Retry buildinstall tasks on losetup error

JIRA: RHELCMP-1394 Signed-off-by: Haibo Lin <hlin@redhat.com>
2020-07-20 17:11:06 +08:00 · 2020-07-20 17:11:06 +08:00 · 7e6bed9713
commit 7e6bed9713
parent f7167fa3b6
3 changed files with 78 additions and 7 deletions
--- a/pungi/phases/buildinstall.py
+++ b/pungi/phases/buildinstall.py
@ -801,6 +801,10 @@ class BuildinstallThread(WorkerThread):
                weight=compose.conf["runroot_weights"].get("buildinstall"),
            )
        else:
+            try:
+                lorax_log_dir = _get_log_dir(compose, variant, arch)
+            except Exception:
+                lorax_log_dir = None
            runroot.run(
                cmd,
                log_file=log_file,
@ -809,6 +813,7 @@ class BuildinstallThread(WorkerThread):
                mounts=[compose.topdir],
                weight=compose.conf["runroot_weights"].get("buildinstall"),
                chown_paths=chown_paths,
+                log_dir=lorax_log_dir,
            )

        if final_output_dir != output_dir:
--- a/pungi/runroot.py
+++ b/pungi/runroot.py
@ -74,12 +74,38 @@ class Runroot(kobo.log.LoggingBase):
        run(command, show_cmd=True, logfile=log_file)
        self._result = True

+    def _has_losetup_error(self, log_dir):
+        """
+        Check if there's losetup error in log.
+
+        This error happens if the Koji builder runs out of loopback devices.
+        This can happen if too many tasks that require them are scheduled on
+        the same builder. A retried task might end up on a different builder,
+        or maybe some other task will have finished already.
+
+        :param str log_dir: path to buildinstall log dir,
+            e.g. logs/s390x/buildinstall-BaseOS-logs/
+        """
+        if not log_dir:
+            return False
+
+        log_file = os.path.join(log_dir, "program.log")
+        try:
+            with open(log_file) as f:
+                for line in f:
+                    if "losetup: cannot find an unused loop device" in line:
+                        return True
+        except Exception:
+            pass
+        return False
+
    def _run_koji(self, command, log_file=None, packages=None, arch=None, **kwargs):
        """
        Runs the runroot command in Koji.
        """
        runroot_channel = self.compose.conf.get("runroot_channel")
        runroot_tag = self.compose.conf["runroot_tag"]
+        log_dir = kwargs.pop("log_dir", None)

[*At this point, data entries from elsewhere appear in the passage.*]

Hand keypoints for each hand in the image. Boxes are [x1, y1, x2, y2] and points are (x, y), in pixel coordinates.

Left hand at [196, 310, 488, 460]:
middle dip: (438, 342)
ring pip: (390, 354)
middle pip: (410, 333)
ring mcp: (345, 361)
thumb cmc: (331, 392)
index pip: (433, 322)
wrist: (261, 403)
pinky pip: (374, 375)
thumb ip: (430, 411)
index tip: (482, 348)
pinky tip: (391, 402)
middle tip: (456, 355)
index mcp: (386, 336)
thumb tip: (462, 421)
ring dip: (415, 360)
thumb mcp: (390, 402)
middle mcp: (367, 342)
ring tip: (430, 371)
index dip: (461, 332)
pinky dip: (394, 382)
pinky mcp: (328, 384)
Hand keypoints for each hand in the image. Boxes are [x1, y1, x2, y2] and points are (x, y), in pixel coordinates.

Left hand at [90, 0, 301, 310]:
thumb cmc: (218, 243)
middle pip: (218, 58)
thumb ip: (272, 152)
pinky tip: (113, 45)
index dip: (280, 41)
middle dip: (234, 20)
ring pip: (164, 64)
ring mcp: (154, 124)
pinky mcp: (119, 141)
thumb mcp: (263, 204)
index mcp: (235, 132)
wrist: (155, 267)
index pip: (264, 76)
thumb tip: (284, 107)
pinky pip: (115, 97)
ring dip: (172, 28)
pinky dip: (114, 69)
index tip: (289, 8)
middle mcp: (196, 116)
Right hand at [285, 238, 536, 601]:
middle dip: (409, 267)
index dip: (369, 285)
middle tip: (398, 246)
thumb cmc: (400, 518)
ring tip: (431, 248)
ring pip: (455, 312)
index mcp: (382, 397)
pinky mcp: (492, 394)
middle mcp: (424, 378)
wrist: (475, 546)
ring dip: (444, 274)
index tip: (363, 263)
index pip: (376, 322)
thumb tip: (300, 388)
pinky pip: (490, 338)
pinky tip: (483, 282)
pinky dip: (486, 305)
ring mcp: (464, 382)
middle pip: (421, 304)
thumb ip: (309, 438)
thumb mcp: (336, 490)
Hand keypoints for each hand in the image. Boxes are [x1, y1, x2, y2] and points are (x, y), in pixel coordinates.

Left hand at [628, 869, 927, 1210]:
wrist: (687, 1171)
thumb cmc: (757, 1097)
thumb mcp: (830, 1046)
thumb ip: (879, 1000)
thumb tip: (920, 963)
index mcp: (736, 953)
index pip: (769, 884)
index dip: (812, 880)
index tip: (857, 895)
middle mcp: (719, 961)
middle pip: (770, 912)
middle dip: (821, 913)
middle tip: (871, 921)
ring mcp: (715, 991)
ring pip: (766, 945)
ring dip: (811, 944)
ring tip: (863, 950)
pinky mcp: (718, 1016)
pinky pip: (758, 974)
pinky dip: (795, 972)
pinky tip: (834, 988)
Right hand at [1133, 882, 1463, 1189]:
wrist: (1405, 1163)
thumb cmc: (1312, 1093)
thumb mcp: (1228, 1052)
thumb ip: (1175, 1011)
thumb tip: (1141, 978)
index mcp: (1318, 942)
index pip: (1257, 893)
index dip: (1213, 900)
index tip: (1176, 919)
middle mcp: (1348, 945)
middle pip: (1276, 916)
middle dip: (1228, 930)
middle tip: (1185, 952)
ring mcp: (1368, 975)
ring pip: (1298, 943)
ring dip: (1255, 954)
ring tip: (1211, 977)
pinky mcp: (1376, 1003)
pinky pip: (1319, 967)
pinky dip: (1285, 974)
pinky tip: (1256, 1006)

        koji_wrapper = kojiwrapper.KojiWrapper(self.compose.conf["koji_profile"])
        koji_cmd = koji_wrapper.get_runroot_cmd(
@ -92,13 +118,19 @@ class Runroot(kobo.log.LoggingBase):
            **kwargs
        )

-        output = koji_wrapper.run_runroot_cmd(koji_cmd, log_file=log_file)
-        if output["retcode"] != 0:
-            raise RuntimeError(
-                "Runroot task failed: %s. See %s for more details."
-                % (output["task_id"], log_file)
-            )
-        self._result = output
+        attempt = 0
+        max_retries = 3
+        while True:
+            output = koji_wrapper.run_runroot_cmd(koji_cmd, log_file=log_file)
+            if output["retcode"] == 0:
+                self._result = output
+                return
+            elif attempt >= max_retries or not self._has_losetup_error(log_dir):
+                raise RuntimeError(
+                    "Runroot task failed: %s. See %s for more details."
+                    % (output["task_id"], log_file)
+                )
+            attempt += 1

    def _ssh_run(self, hostname, user, command, fmt_dict=None, log_file=None):
        """
--- a/tests/test_runroot.py
+++ b/tests/test_runroot.py
@ -198,3 +198,37 @@ class TestRunrootOpenSSH(helpers.PungiTestCase):
                ),
            ]
        )
+
+
+class TestRunrootKoji(helpers.PungiTestCase):
+    def setUp(self):
+        super(TestRunrootKoji, self).setUp()
+        self.compose = helpers.DummyCompose(
+            self.topdir, {"runroot": True, "runroot_tag": "f28-build"},
+        )
+
+        self.runroot = Runroot(self.compose)
+
+    def test_has_losetup_error(self):
+        self.assertFalse(self.runroot._has_losetup_error(None))
+
+        with mock.patch("pungi.runroot.open", mock.mock_open(read_data="")):
+            self.assertFalse(self.runroot._has_losetup_error("/foo_log_dir"))
+
+        with mock.patch(
+            "pungi.runroot.open",
+            mock.mock_open(read_data="losetup: cannot find an unused loop device"),
+        ):
+            self.assertTrue(self.runroot._has_losetup_error("/bar_log_dir"))
+
+    @mock.patch("pungi.runroot.kojiwrapper.KojiWrapper")
+    def test_run_koji_retry(self, mock_kojiwrapper):
+        self.compose.conf["koji_profile"] = "test"
+        mock_kojiwrapper.return_value.get_runroot_cmd.return_value = ["df -h"]
+        mock_kojiwrapper.return_value.run_runroot_cmd.side_effect = [
+            {"retcode": 1, "task_id": 1},
+            {"retcode": 0, "task_id": 2},
+        ]
+        self.runroot._has_losetup_error = mock.Mock(side_effect=[True, False])
+        self.runroot._run_koji("")
+        self.assertEqual(mock_kojiwrapper.return_value.run_runroot_cmd.call_count, 2)